• [WORK INSTRUCTION]:
Nothing but the lines from the one with "Digitize the connectivity" through the final line of the listing should appear in the answer, each copied exactly.

• [DATA EXTRACTS]:

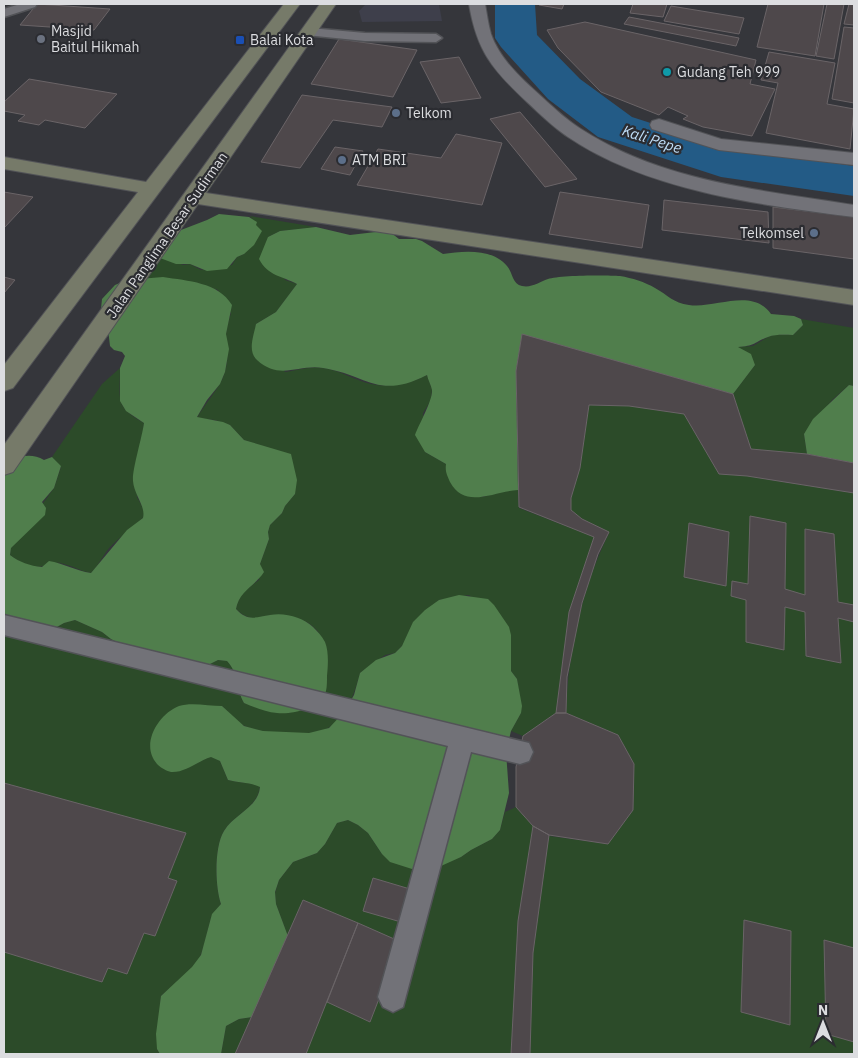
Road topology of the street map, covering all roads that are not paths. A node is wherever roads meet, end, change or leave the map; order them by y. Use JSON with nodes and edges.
{"nodes":[{"id":1,"x":31,"y":4,"type":"edge"},
{"id":2,"x":292,"y":4,"type":"edge"},
{"id":3,"x":328,"y":4,"type":"edge"},
{"id":4,"x":478,"y":4,"type":"edge"},
{"id":5,"x":4,"y":13,"type":"edge"},
{"id":6,"x":310,"y":32,"type":"junction"},
{"id":7,"x":436,"y":38,"type":"dead end"},
{"id":8,"x":659,"y":125,"type":"dead end"},
{"id":9,"x":854,"y":159,"type":"edge"},
{"id":10,"x":4,"y":163,"type":"edge"},
{"id":11,"x":152,"y":189,"type":"junction"},
{"id":12,"x":193,"y":198,"type":"junction"},
{"id":13,"x":854,"y":210,"type":"edge"},
{"id":14,"x":854,"y":298,"type":"edge"},
{"id":15,"x":4,"y":382,"type":"edge"},
{"id":16,"x":4,"y":465,"type":"edge"},
{"id":17,"x":4,"y":625,"type":"edge"},
{"id":18,"x":462,"y":739,"type":"junction"},
{"id":19,"x":520,"y":752,"type":"dead end"},
{"id":20,"x":393,"y":997,"type":"dead end"}],
"edges":[{"from":1,"to":5,"type":"lane"},
{"from":2,"to":11,"type":"main road"},
{"from":3,"to":6,"type":"main road","name":"Jalan Panglima Besar Sudirman"},
{"from":4,"to":13,"type":"street"},
{"from":6,"to":7,"type":"lane"},
{"from":6,"to":12,"type":"main road","name":"Jalan Panglima Besar Sudirman"},
{"from":8,"to":9,"type":"street"},
{"from":10,"to":11,"type":"main road"},
{"from":11,"to":15,"type":"main road"},
{"from":12,"to":14,"type":"main road"},
{"from":12,"to":16,"type":"main road","name":"Jalan Panglima Besar Sudirman"},
{"from":17,"to":18,"type":"lane"},
{"from":18,"to":19,"type":"lane"},
{"from":18,"to":20,"type":"lane"}]}
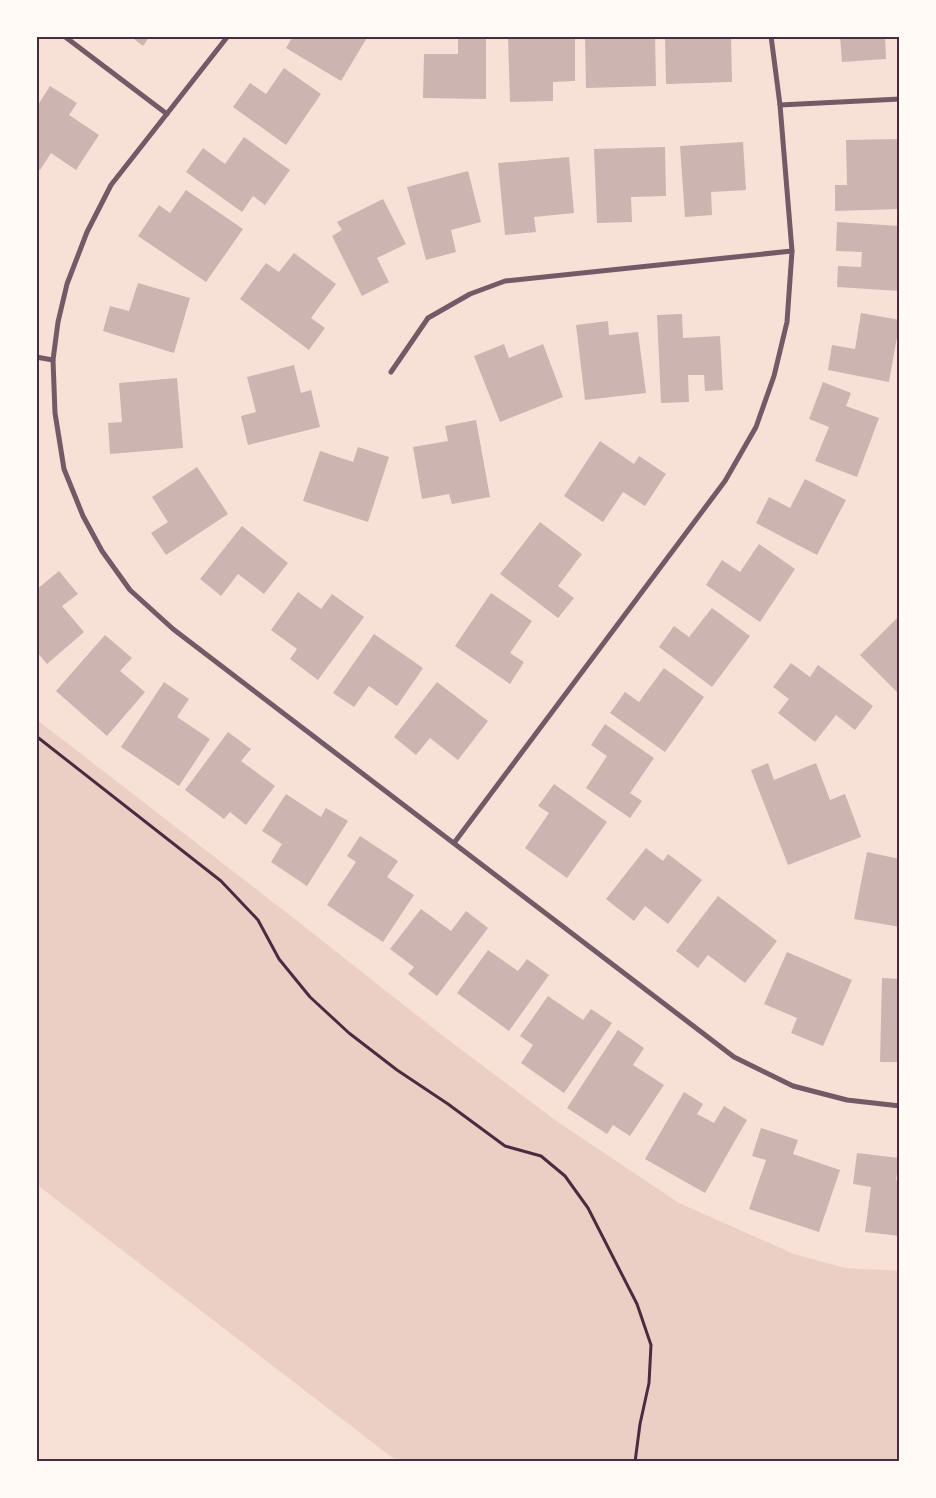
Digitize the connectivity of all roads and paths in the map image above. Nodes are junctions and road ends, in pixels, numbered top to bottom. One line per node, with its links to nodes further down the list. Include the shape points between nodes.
1 (64, 36): 6 (street)
2 (228, 36): 6 (street)
3 (771, 36): 5 (street)
4 (900, 99): 5 (street)
5 (780, 104): 7 (street)
6 (167, 114): 9 (street, via 111,186 87,232 67,284)
7 (792, 251): 10 (street, via 505,281 470,294 428,318); 12 (street, via 787,322 774,376 756,428 725,481)
8 (36, 357): 9 (street)
9 (53, 360): 12 (street, via 55,413 64,469 102,551 130,590 173,629)
10 (391, 372)
11 (36, 736): 14 (path, via 221,881 258,920 279,959 310,997 348,1033 505,1146 541,1156 565,1176 588,1208 637,1304 651,1345 650,1383)
12 (454, 842): 13 (street, via 734,1057 793,1086 847,1100)
13 (900, 1106)
14 (635, 1462)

• [EXERCISE SOLUTION]:
Digitize the connectivity of all roads and paths in the map image above. Nodes are junctions and road ends, in pixels, numbered top to bottom. One line per node, with its links to nodes further down the list. Include the shape points between nodes.
1 (64, 36): 6 (street)
2 (228, 36): 6 (street)
3 (771, 36): 5 (street)
4 (900, 99): 5 (street)
5 (780, 104): 7 (street)
6 (167, 114): 9 (street, via 111,186 87,232 67,284)
7 (792, 251): 10 (street, via 505,281 470,294 428,318); 12 (street, via 787,322 774,376 756,428 725,481)
8 (36, 357): 9 (street)
9 (53, 360): 12 (street, via 55,413 64,469 102,551 130,590 173,629)
10 (391, 372)
11 (36, 736): 14 (path, via 221,881 258,920 279,959 310,997 348,1033 505,1146 541,1156 565,1176 588,1208 637,1304 651,1345 650,1383)
12 (454, 842): 13 (street, via 734,1057 793,1086 847,1100)
13 (900, 1106)
14 (635, 1462)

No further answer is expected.